Maritime's 'Path to Zero': The Case for Ferries
Ferries have pioneered zero-emission technology deployment for good reason. Short routes and regular port visits provide opportunities for shipboard stored energy technology, and it is the commercial case that is turning the tide towards zero emissions where the ferry market is concerned. Supported by shoreside charging infrastructure, a fully charged battery pack can be used to propel a ship along a predictable route at relatively low operating cost and little wear and tear, with the vessel quietly repowered at the quayside.

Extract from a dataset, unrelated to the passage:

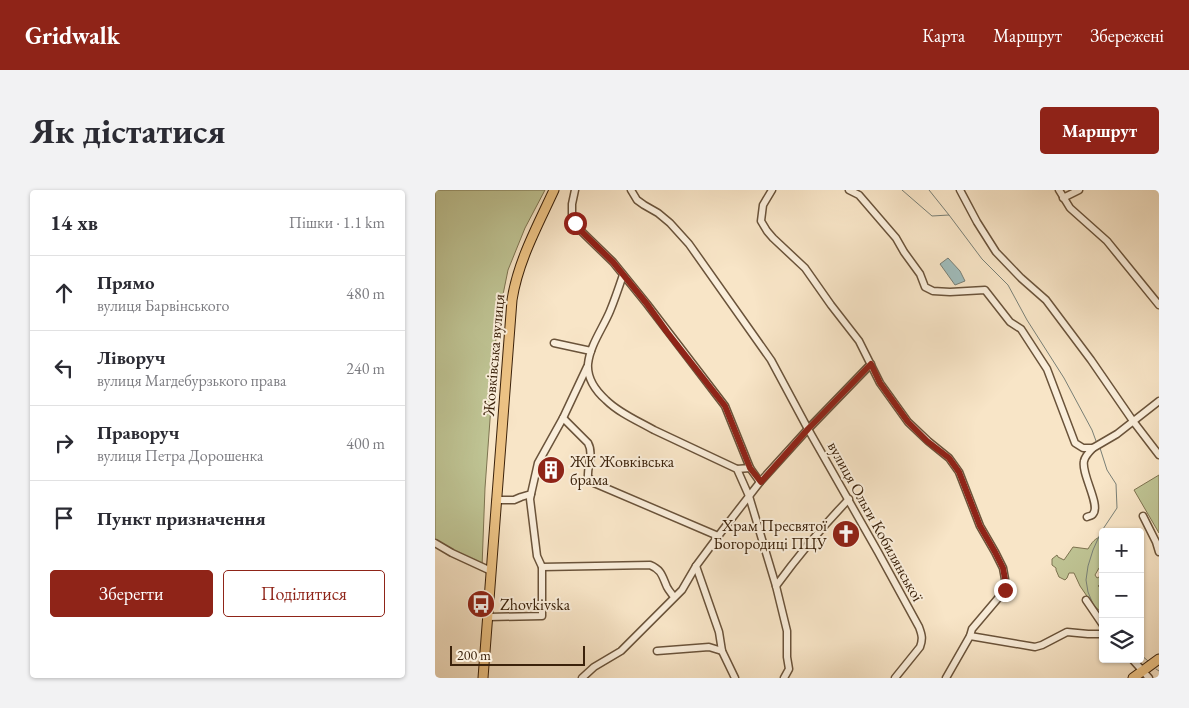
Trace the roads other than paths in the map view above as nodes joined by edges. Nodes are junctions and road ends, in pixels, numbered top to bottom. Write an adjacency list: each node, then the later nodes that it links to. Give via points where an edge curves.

The appetite for ferry electrification has recently been captured by the Maritime Battery Forum, which counts 177 contracted ferries (car and/or passenger vessels) with batteries. Among these, 101 ferries are in operation today, and 76 are under construction
The first ‘all-electric’ vessels to be built in the U.S. are two new Maid of the Mist tourist ferries, which feature a propulsion system from ABB. These Niagara Falls tour boats will be powered by a pair of battery packs with a total capacity of 316 kWh, split evenly between two catamaran hulls and creating two independent power systems for full redundancy. The vessels will charge between every trip while passengers disembark and board. Shoreside charging will only take seven minutes, allowing the batteries to power electric propulsion motors that will themselves be capable of a total 400 kW (563 HP) output. This will all be controlled by ABB’s integrated Power and Energy Management System (PEMS), which will optimize the energy use on board.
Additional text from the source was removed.